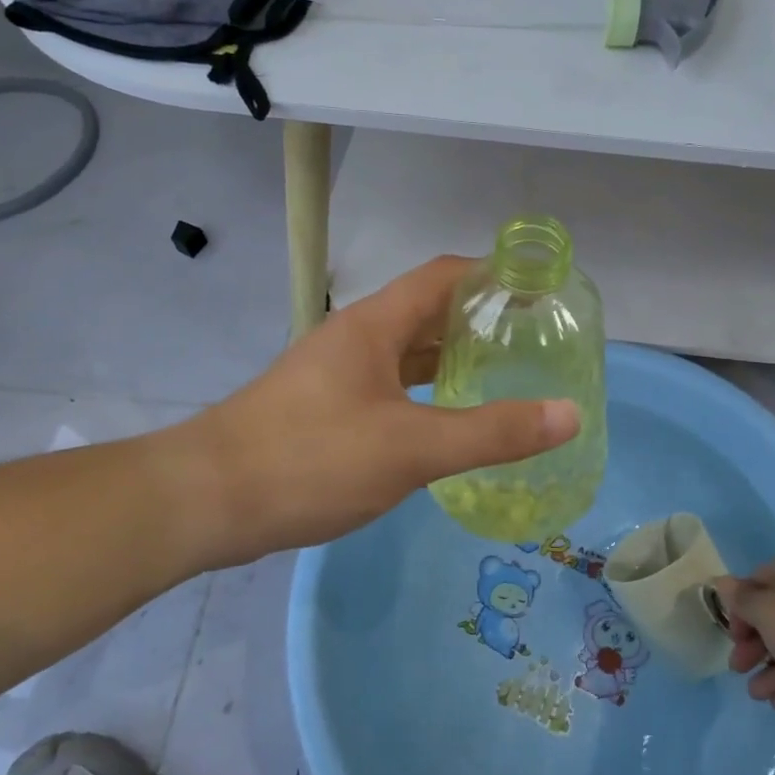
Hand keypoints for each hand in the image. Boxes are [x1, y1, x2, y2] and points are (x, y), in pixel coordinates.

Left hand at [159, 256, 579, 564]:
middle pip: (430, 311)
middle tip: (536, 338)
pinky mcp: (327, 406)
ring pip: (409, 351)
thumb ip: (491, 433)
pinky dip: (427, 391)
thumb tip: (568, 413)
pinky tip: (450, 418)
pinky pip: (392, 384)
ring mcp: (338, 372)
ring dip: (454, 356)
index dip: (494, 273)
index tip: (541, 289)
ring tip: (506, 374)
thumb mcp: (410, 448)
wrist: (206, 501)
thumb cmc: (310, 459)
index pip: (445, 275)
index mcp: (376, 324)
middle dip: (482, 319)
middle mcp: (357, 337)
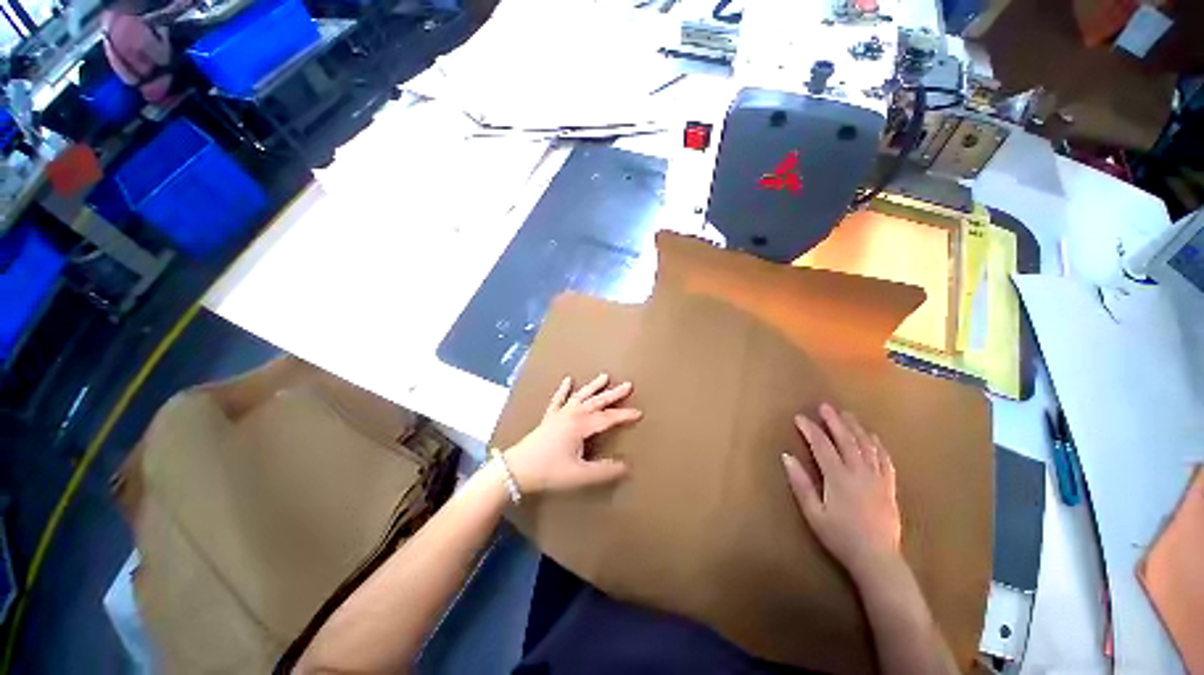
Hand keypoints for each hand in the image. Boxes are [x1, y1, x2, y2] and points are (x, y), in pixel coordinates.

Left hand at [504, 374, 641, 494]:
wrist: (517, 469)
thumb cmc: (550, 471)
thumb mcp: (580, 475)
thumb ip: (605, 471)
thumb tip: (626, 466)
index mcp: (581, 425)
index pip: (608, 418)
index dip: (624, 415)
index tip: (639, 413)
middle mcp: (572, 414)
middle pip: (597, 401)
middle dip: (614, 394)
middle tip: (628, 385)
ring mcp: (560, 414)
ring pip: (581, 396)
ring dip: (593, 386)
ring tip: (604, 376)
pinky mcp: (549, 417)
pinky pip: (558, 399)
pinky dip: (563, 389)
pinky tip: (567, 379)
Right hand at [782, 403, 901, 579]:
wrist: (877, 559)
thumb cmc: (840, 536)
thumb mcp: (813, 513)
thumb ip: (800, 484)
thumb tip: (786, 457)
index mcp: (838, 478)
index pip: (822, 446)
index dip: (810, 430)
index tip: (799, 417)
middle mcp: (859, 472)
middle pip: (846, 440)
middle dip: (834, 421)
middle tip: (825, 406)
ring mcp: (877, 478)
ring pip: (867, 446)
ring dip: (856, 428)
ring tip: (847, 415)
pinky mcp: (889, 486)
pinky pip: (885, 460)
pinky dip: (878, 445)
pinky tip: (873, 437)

# # #

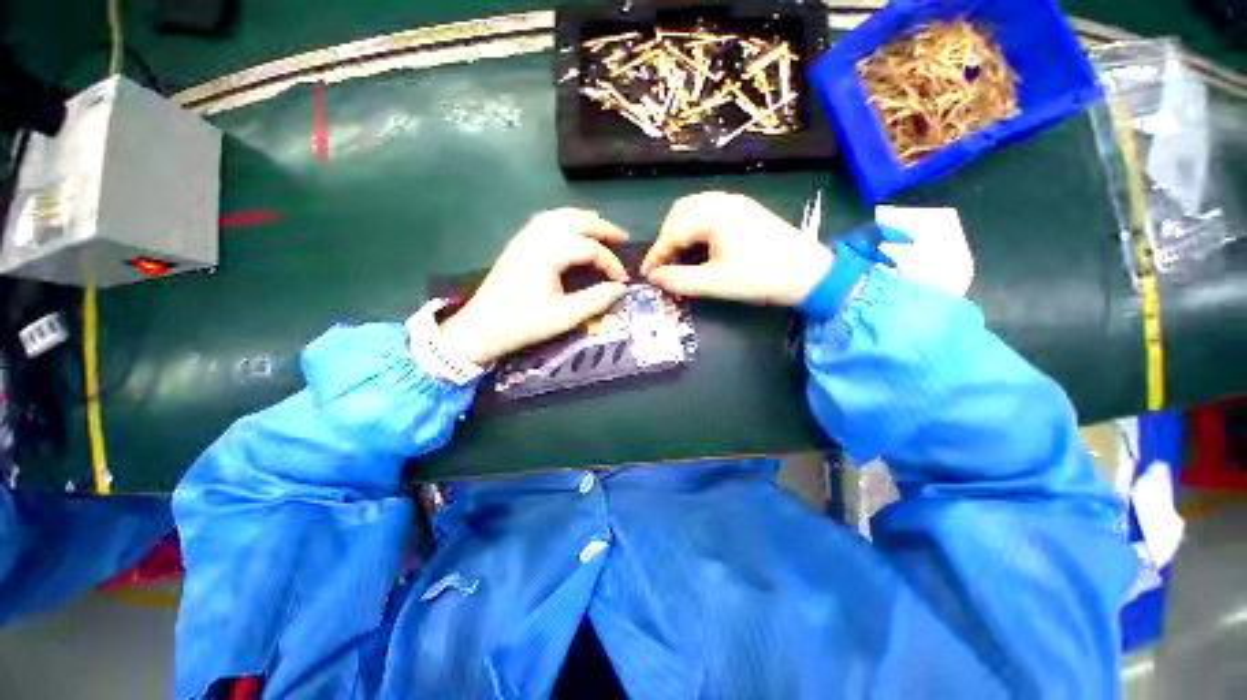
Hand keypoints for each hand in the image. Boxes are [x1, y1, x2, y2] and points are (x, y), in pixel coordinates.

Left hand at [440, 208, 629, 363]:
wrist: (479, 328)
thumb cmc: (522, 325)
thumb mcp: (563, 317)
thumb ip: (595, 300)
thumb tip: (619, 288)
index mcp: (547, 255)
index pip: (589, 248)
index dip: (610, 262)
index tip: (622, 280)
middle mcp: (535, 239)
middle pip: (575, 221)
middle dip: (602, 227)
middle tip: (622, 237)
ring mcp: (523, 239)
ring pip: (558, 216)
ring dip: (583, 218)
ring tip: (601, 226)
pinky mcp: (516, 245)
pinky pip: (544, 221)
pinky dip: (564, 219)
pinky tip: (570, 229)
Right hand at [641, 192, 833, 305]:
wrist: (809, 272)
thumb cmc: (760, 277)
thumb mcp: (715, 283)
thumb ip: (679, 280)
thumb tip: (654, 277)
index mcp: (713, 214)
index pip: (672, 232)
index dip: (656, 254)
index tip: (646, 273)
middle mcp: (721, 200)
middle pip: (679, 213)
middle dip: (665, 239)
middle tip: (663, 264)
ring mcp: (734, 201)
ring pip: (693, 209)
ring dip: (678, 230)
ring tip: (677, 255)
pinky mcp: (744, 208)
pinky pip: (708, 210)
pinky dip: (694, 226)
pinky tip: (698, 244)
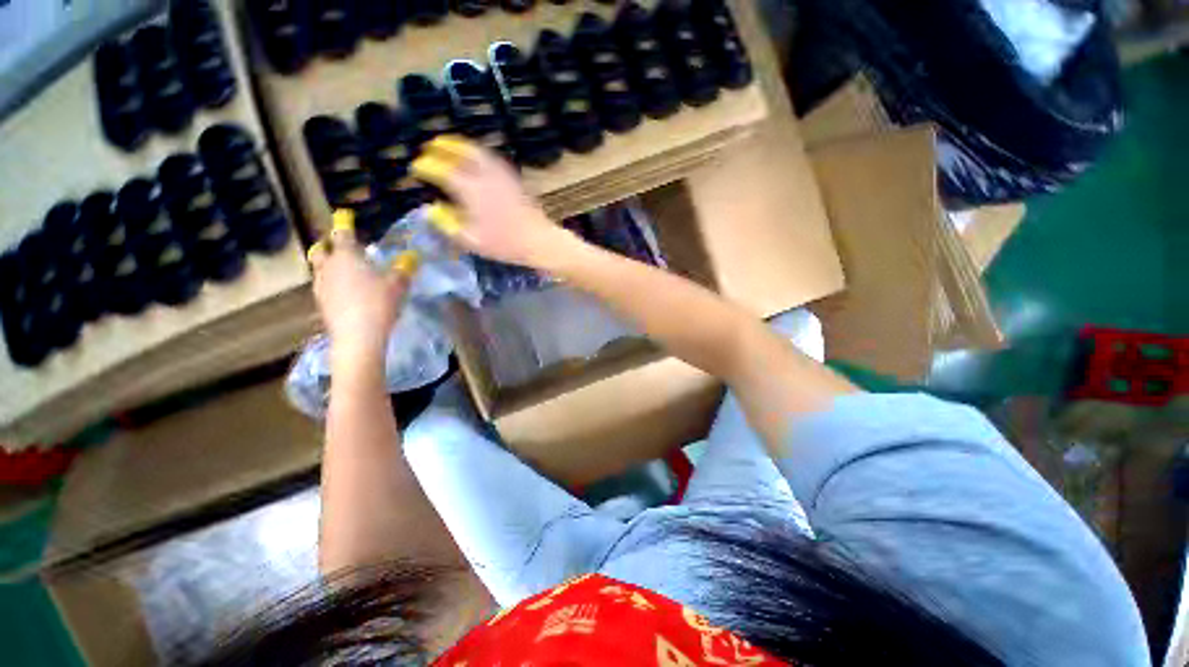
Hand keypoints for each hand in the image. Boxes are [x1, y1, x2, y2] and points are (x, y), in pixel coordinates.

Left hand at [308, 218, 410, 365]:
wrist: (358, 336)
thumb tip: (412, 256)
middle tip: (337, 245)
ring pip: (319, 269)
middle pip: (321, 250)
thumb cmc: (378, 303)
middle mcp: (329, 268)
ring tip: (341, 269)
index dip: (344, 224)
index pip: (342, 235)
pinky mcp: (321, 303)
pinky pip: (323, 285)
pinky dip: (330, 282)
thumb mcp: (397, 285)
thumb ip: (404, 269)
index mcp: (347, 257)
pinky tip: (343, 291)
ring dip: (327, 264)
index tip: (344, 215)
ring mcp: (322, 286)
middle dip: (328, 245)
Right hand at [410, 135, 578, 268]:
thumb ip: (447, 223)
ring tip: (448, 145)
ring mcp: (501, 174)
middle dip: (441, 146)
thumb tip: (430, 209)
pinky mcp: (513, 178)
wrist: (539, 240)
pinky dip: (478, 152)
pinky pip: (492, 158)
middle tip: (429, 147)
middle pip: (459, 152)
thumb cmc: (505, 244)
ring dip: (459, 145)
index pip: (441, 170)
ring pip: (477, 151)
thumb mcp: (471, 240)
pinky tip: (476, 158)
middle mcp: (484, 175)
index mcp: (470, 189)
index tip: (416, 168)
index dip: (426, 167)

# # #

▶ [Activity] Going through the listing above line by line, tally those containing "Left" and state only the total.

▶ [Task output] 4